Prólogo
—Lenna, querida. Acércate. Quiero regalarte algo —me habló mi abuelita, mientras se removía, hacía un lado su larga cabellera castaña y sacaba su colgante.
—¿Qué es abuelita? —le pregunté muy emocionada. Sabía lo que era. Había escuchado largas y diversas historias que ella nos contaba sobre ese collar.
Mi abuelita contaba la forma en la que este collar le había traído a la puerta de su casa a mi abuelo. El fue un gran hombre y nunca desmintió los cuentos que ella decía.
Mi madre siempre le replicaba que eran patrañas y mentiras. Pero, algo había en sus palabras que incluso podía sentir un fuerte magnetismo por él. Mi abue, contestaba que mi madre no era una destinada y por eso no podía ver la verdad en sus palabras.
—Ya sabes lo que es Lenna. Y es momento de que sea tuyo. Se que aún eres muy pequeña para que puedas ser una destinada pero, ya no estoy bien y creo que en cualquier momento ya no estaré, y no quiero que este collar no llegue a ti. Por favor consérvalo y mantenlo muy cerca de tí. —En ese momento no entendí las palabras de mi abuela, tal vez ella tenía razón y yo era muy pequeña.
Tomé de sus manos frías y arrugadas el collar con el dije en forma de brújula. La energía que fluyó por mi cuerpo al hacer contacto con él, fue vigorizante.
—Como dije. Tu si eres una destinada. Solo una cosa más Lenna, Promete que no te lo pondrás hasta que no cumplas 18 años y que desde ahí no te lo vas a quitar para nada. —Recordaba sus palabras tan claras como si las acabara de escuchar.
—¿Y de verdad este collar, me va a llevar al amor abuelita? —
—Pues claro Lenna. Pero, no es el collar. Es el dije la llave para abrir esa puerta —.
—Cuéntame otra vez la historia de cómo llegó mi abuelito.

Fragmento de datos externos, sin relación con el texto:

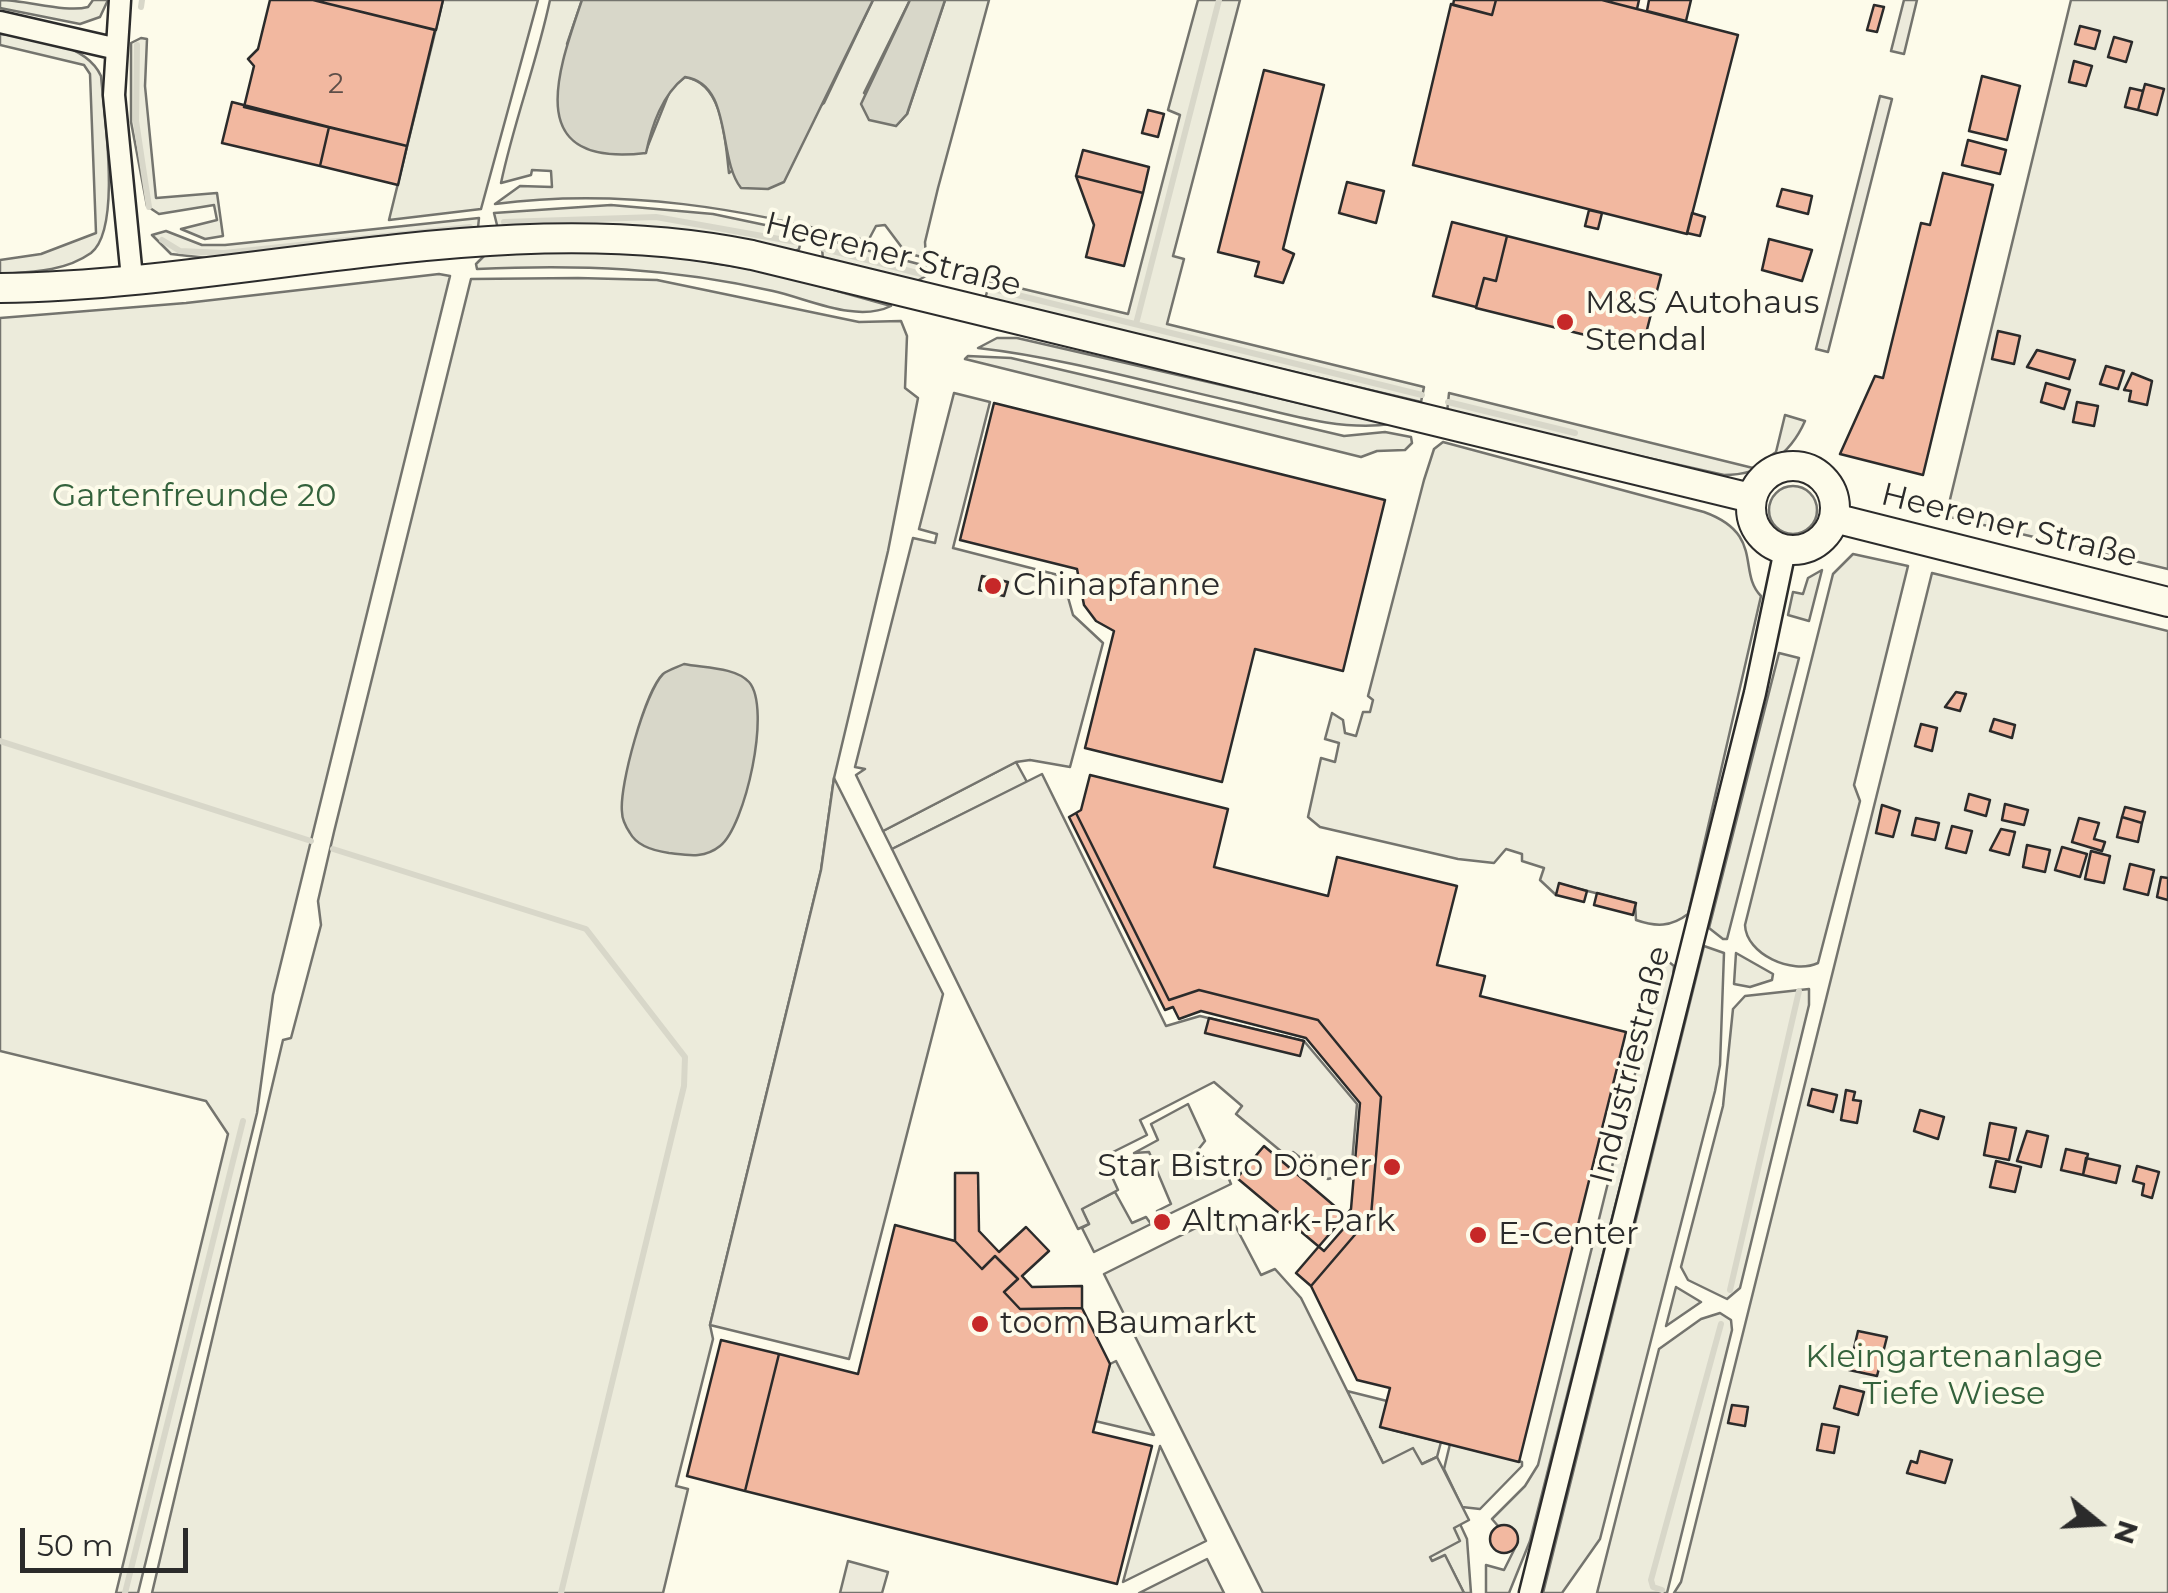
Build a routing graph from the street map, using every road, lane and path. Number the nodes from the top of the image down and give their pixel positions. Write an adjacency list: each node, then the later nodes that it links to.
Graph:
1 (120, 0): 3 (street)
2 (0, 22): 3 (street)
3 (113, 48): 4 (street)
4 (132, 278): 5 (main road, Heerener Straße); 6 (main road, Heerener Straße)
5 (0, 288)
6 (1752, 498): 7 (main road); 8 (main road)
7 (1834, 518): 8 (main road); 9 (main road, Heerener Straße)
8 (1785, 550): 10 (street, Industriestraße)
9 (2168, 602)
10 (1530, 1593)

Ándale. ¿Si? —
—Por supuesto que sí. Lo que pida mi nieta favorita— se burló mi abue.
—¡Abuelita! —la regañé. —Soy tu única nieta —.
—¿Y?,eso no quita que seas mi favorita y que seas especial —. Corrí a guardar mi nuevo collar y cuando regresé me subí a mi cama. Lista para volver a escuchar su historia.
—Bueno pues… Recuerdo que en aquella fecha los días eran muy calurosos, así que mis amigas y yo decidimos ir a pasar todo el día en las albercas. Por la tarde, cuando veníamos de regreso, me quedé sola pues vivía muy lejos.
Y casi al llegar a casa lo ví afuera de ella. Y de momento me asusté, pues su vestimenta era diferente. Con pieles y cuero. Rapado de los lados y una enorme trenza. Cuando él me vió, corrió hacia mí y yo hice lo mismo pero en dirección contraria.
y no pensaba detenerme, pero él dijo algo que nadie más sabía… —
—¿Qué te dijo abuelita? —le pregunté.
—Mi nombre Lenna. Dijo mi nombre —
—¡Hay abuelita! todos sabemos tu nombre —
—Bueno sí, pero también dijo… ¡Susana! Mi amor de los sueños. Mi destinada. Soy yo. He venido por ti…
Mentiras y patrañas, era lo que me había contado mi abuela, hace más de 7 años que me puse el collar y puros sinvergüenzas han aparecido en mi vida.